- _Directions for this task_: Keep each entry exactly as written when you repeat it, and skip the images.

- _Supplied data_:
◇ ◇ ◇

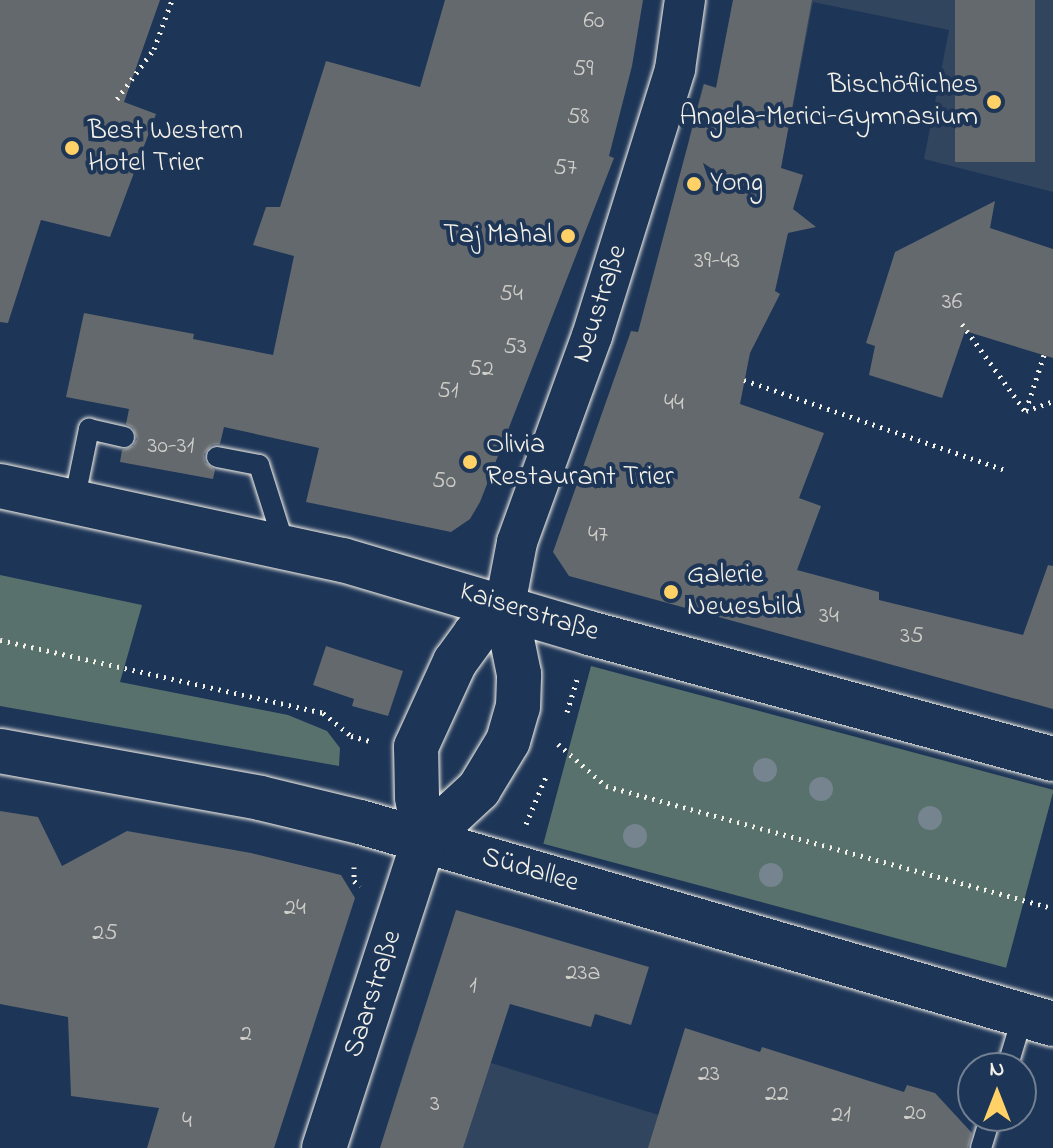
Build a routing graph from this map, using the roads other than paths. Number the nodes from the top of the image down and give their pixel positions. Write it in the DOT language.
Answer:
graph roads {
  1 [pos="685,0"];
  2 [pos="124,437"];
  3 [pos="217,457"];
  4 [pos="0,486"];
  5 [pos="74,502"];
  6 [pos="285,547"];
  7 [pos="509,584"];
  8 [pos="0,751"];
  9 [pos="1053,759"];
  10 [pos="424,840"];
  11 [pos="1038,1020"];
  12 [pos="1017,1052"];
  13 [pos="324,1148"];
  1 -- 7 [label="street, Neustraße"];
  2 -- 5 [label="lane"];
  3 -- 6 [label="lane"];
  4 -- 5 [label="main road, Kaiserstraße"];
  5 -- 6 [label="main road, Kaiserstraße"];
  6 -- 7 [label="main road, Kaiserstraße"];
  7 -- 9 [label="main road, Kaiserstraße"];
  7 -- 10 [label="main road"];
  7 -- 10 [label="main road"];
  8 -- 10 [label="main road, Südallee"];
  10 -- 11 [label="main road, Südallee"];
  10 -- 13 [label="main road, Saarstraße"];
  11 -- 12 [label="lane"];
}
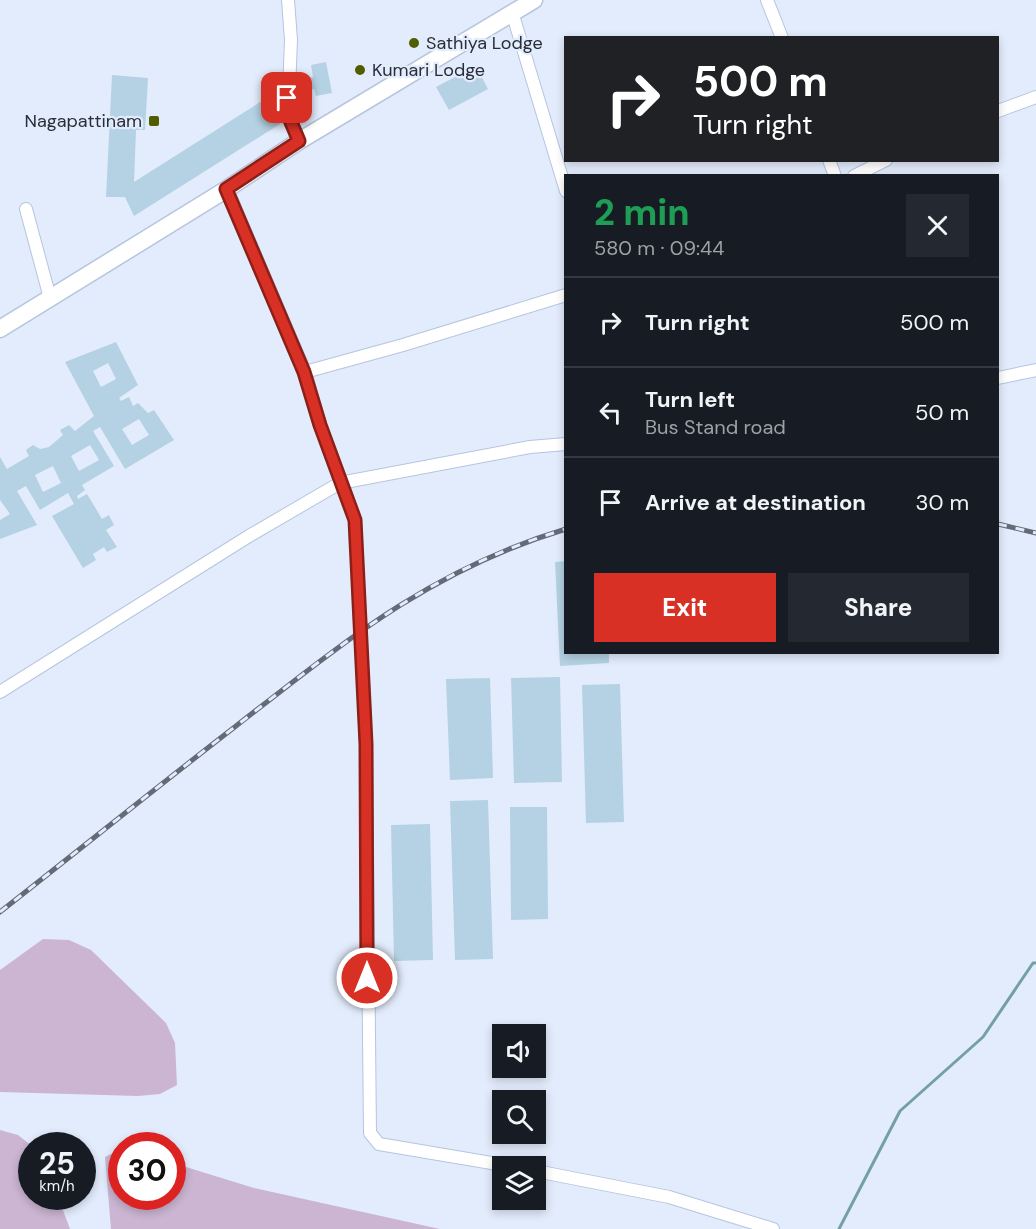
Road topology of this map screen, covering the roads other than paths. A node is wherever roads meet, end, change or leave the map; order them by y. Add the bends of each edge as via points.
1 (288, 0) edge
2 (767, 0) edge
3 (525, 4) edge
4 (781, 36) edge
5 (1036, 97) edge
6 (999, 111) edge
7 (299, 141) junction
8 (882, 162) edge
9 (858, 174) edge
10 (564, 182) edge
11 (226, 189) junction
12 (26, 209) dead end
13 (564, 297) edge
14 (50, 298) junction
15 (0, 329) edge
16 (1036, 370) edge
17 (304, 372) junction
18 (999, 378) edge
19 (564, 444) edge
20 (340, 483) junction
21 (0, 692) edge
22 (492, 1163) edge
23 (546, 1173) edge
24 (773, 1229) edge

1 - 7 street via 288,115
2 - 4 street
3 - 7 main road
3 - 10 street
5 - 6 street
7 - 11 main road
8 - 9 street
11 - 14 main road
11 - 17 street
12 - 14 street
13 - 17 street
14 - 15 main road
16 - 18 street
17 - 20 street
19 - 20 street via 530,447
20 - 21 street
20 - 22 street via 355,520 363,660 370,1133 379,1144
23 - 24 street via 669,1197

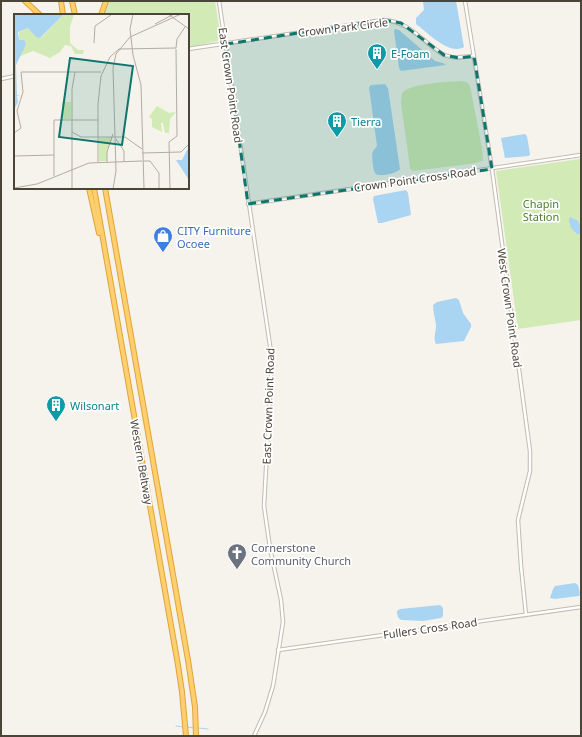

◇ ◇ ◇

- _Answer box_:
Build a routing graph from this map, using the roads other than paths. Number the nodes from the top of the image down and give their pixel positions. Write it in the DOT language.
Answer:
graph roads {
  1 [pos="685,0"];
  2 [pos="124,437"];
  3 [pos="217,457"];
  4 [pos="0,486"];
  5 [pos="74,502"];
  6 [pos="285,547"];
  7 [pos="509,584"];
  8 [pos="0,751"];
  9 [pos="1053,759"];
  10 [pos="424,840"];
  11 [pos="1038,1020"];
  12 [pos="1017,1052"];
  13 [pos="324,1148"];
  1 -- 7 [label="street, Neustraße"];
  2 -- 5 [label="lane"];
  3 -- 6 [label="lane"];
  4 -- 5 [label="main road, Kaiserstraße"];
  5 -- 6 [label="main road, Kaiserstraße"];
  6 -- 7 [label="main road, Kaiserstraße"];
  7 -- 9 [label="main road, Kaiserstraße"];
  7 -- 10 [label="main road"];
  7 -- 10 [label="main road"];
  8 -- 10 [label="main road, Südallee"];
  10 -- 11 [label="main road, Südallee"];
  10 -- 13 [label="main road, Saarstraße"];
  11 -- 12 [label="lane"];
}
Road topology of this map screen, covering the roads other than paths. A node is wherever roads meet, end, change or leave the map; order them by y. Add the bends of each edge as via points.
1 (288, 0) edge
2 (767, 0) edge
3 (525, 4) edge
4 (781, 36) edge
5 (1036, 97) edge
6 (999, 111) edge
7 (299, 141) junction
8 (882, 162) edge
9 (858, 174) edge
10 (564, 182) edge
11 (226, 189) junction
12 (26, 209) dead end
13 (564, 297) edge
14 (50, 298) junction
15 (0, 329) edge
16 (1036, 370) edge
17 (304, 372) junction
18 (999, 378) edge
19 (564, 444) edge
20 (340, 483) junction
21 (0, 692) edge
22 (492, 1163) edge
23 (546, 1173) edge
24 (773, 1229) edge

1 - 7 street via 288,115
2 - 4 street
3 - 7 main road
3 - 10 street
5 - 6 street
7 - 11 main road
8 - 9 street
11 - 14 main road
11 - 17 street
12 - 14 street
13 - 17 street
14 - 15 main road
16 - 18 street
17 - 20 street
19 - 20 street via 530,447
20 - 21 street
20 - 22 street via 355,520 363,660 370,1133 379,1144
23 - 24 street via 669,1197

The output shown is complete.